WASHINGTON — When it comes to sex, Congress is a lot like junior high school.
The subject makes some people squirm in embarrassment. And there’s a popular clique trading a lot of bad information.
That’s the view of the nation’s highest legislative body found in Rep. Diana DeGette’s new book, “Sex, Science and Stem Cells.”
A Democratic congresswoman from Denver, DeGette posits that the Bush administration’s policy on stem-cell research, which she’s tried to change for seven years, is part of a pattern of legislating on human sexuality issues that is based in religious beliefs and not science.
Conservative Republicans, prodded by “the religious right,” she argues, have injected politics into science and tainted everything from funding for sex education in schools to efforts to stop the spread of HIV abroad.
“This brought me to the inevitable conclusion that too many of our elected officials are simply incapable of thinking rationally about sex,” DeGette writes in the book. “The disconnect was so transparent that some of our older male politicians couldn’t even talk about any aspect of human sexuality without biting their lips to avoid snickering like schoolboys.”
DeGette timed the book to November’s election.
In 2006, DeGette traveled the country campaigning for candidates who supported her embryonic-stem-cell legislation, which President Bush had vetoed. After the 2006 election, the bill passed Congress again with 14 new votes of support, many from candidates DeGette had helped. When Bush vetoed the bill a second time, she decided to think bigger.
“The whole purpose of the book is really to let average voters know all of the insane things that happen in Congress . . .” DeGette said, “in the hopes that it will energize people to vote for pro-science candidates in November, including at the presidential level.”

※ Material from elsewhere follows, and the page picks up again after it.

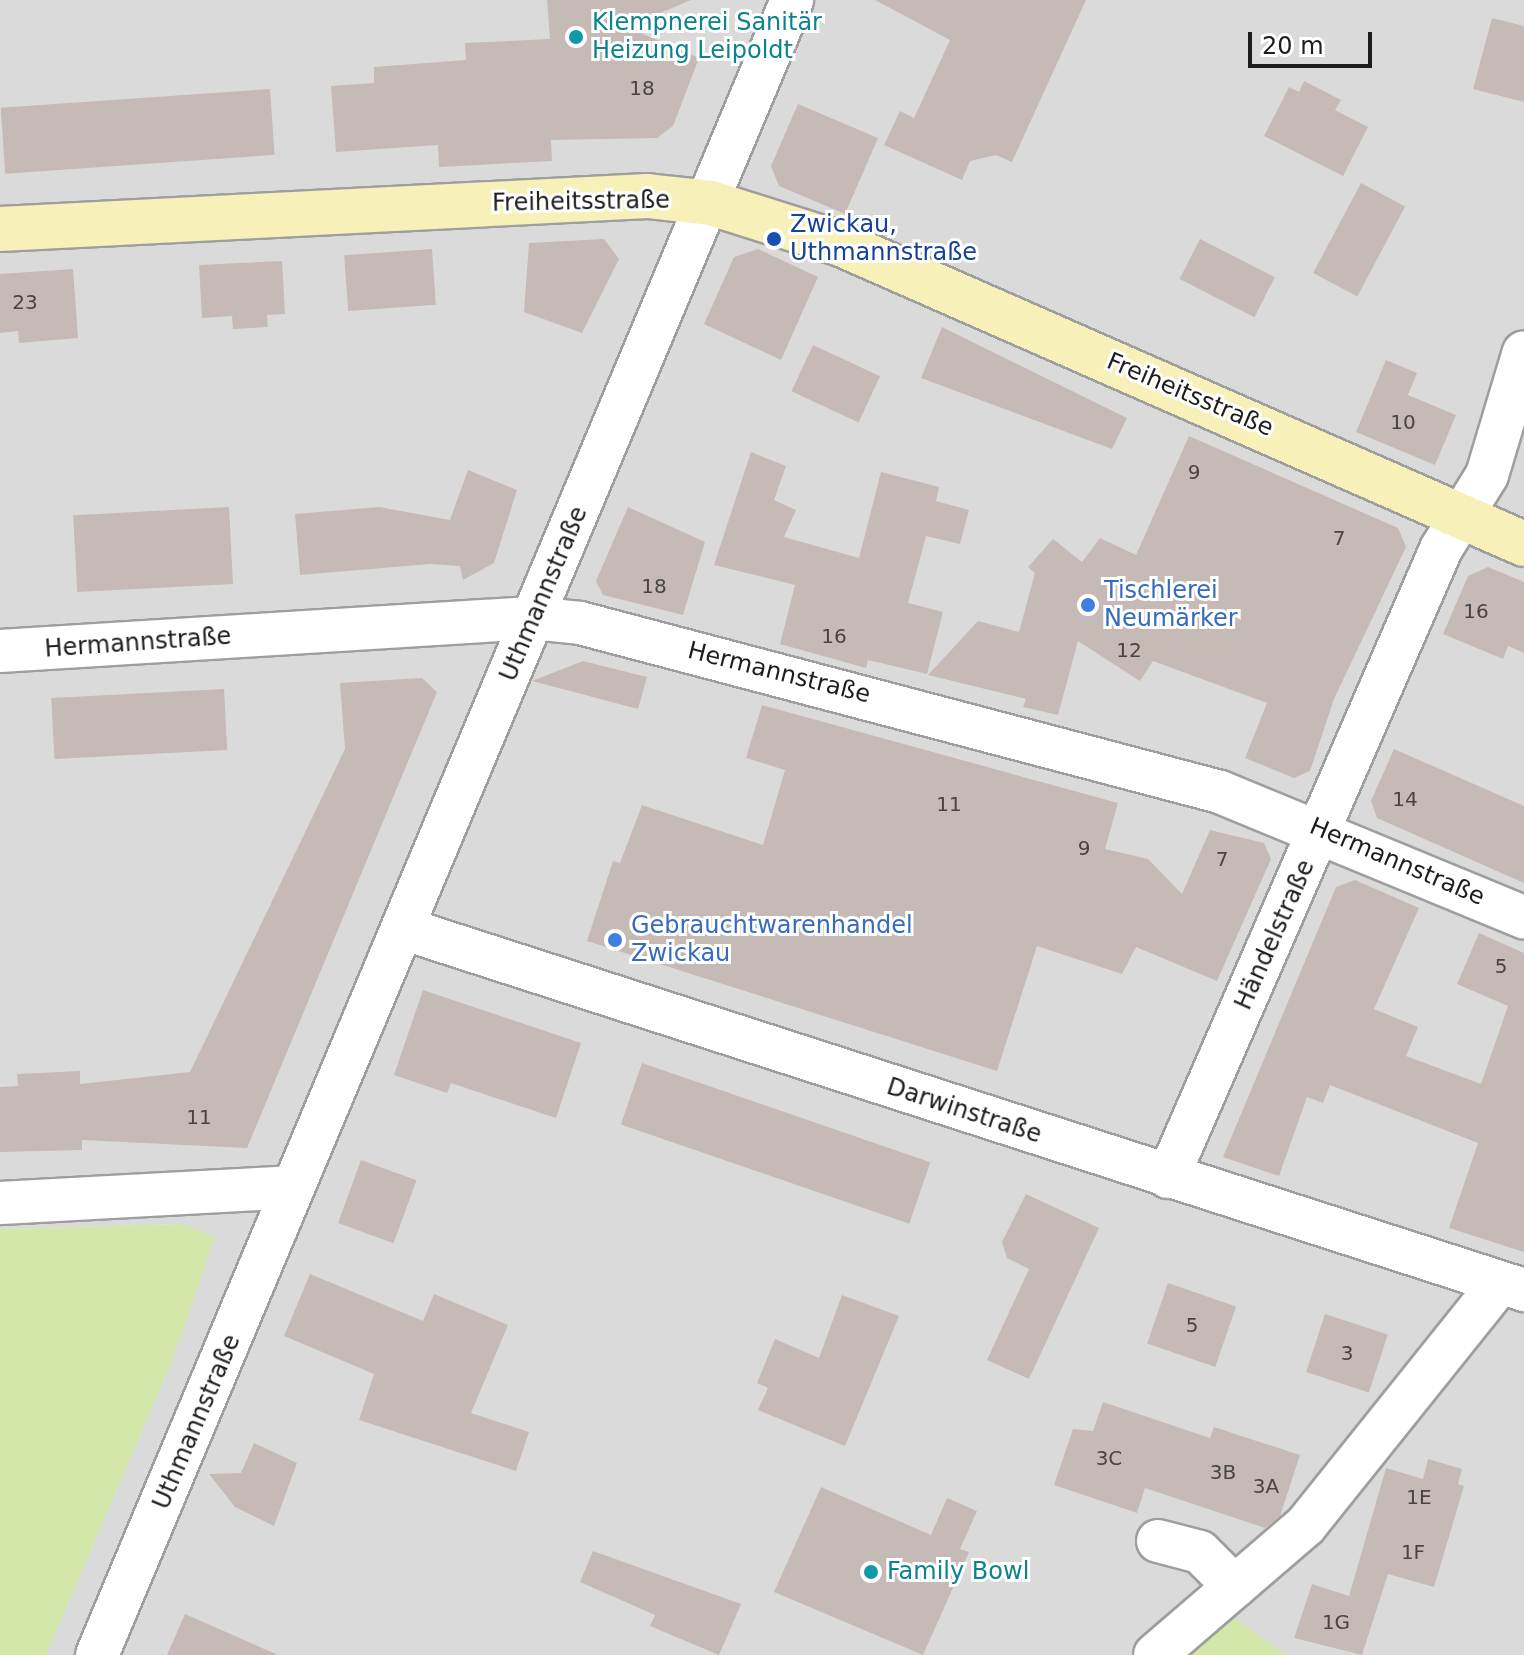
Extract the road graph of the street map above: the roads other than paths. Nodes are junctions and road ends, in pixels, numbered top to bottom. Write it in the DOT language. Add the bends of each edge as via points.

DeGette argues that it’s not partisan, but rather “hard-hitting.” Of those criticized, she said, “they deserve it.”
The book criticizes President Bush and other Republicans by name.
So far the book has sold fewer than 1,000 copies since its Aug. 4 release, according to Nielsen BookScan.
Asked whether it’s likely to attract anyone who doesn’t already agree with its message, DeGette said “the title of the book … and the nature of the book is something that piques people’s interest.”
The book is at points deeply personal. DeGette details how her daughter Francesca at age 4 was diagnosed with juvenile-onset diabetes, thrusting the family into a world transformed by multiple daily shots, dietary restrictions and constant watchfulness and worry.
DeGette wrote that she debated leaving Congress at the time of the diagnosis but decided she might be able to use her legislative post to help many people with serious illnesses.
When issues related to embryonic-stem-cell research began to surface in Congress, “I slogged through the material with a legislator’s eye and a mother’s heart,” she wrote, “I thought about what these possibilities might mean for Frannie and for millions of other diabetes patients all over the world.”
DeGette, for the most part, hesitates to talk about her daughter as a factor in the embryonic-stem-cell legislation but said she knew she had to tell the personal part of her story in the book.
“It’s important when you write a book like this that the reader knows where you’re coming from,” DeGette said, adding that it shows she is not some “crazy left winger” but rather a person with “a really strong motivation to pass the legislation.”
“I’m glad I did it. I think it helps put all that into perspective,” DeGette said.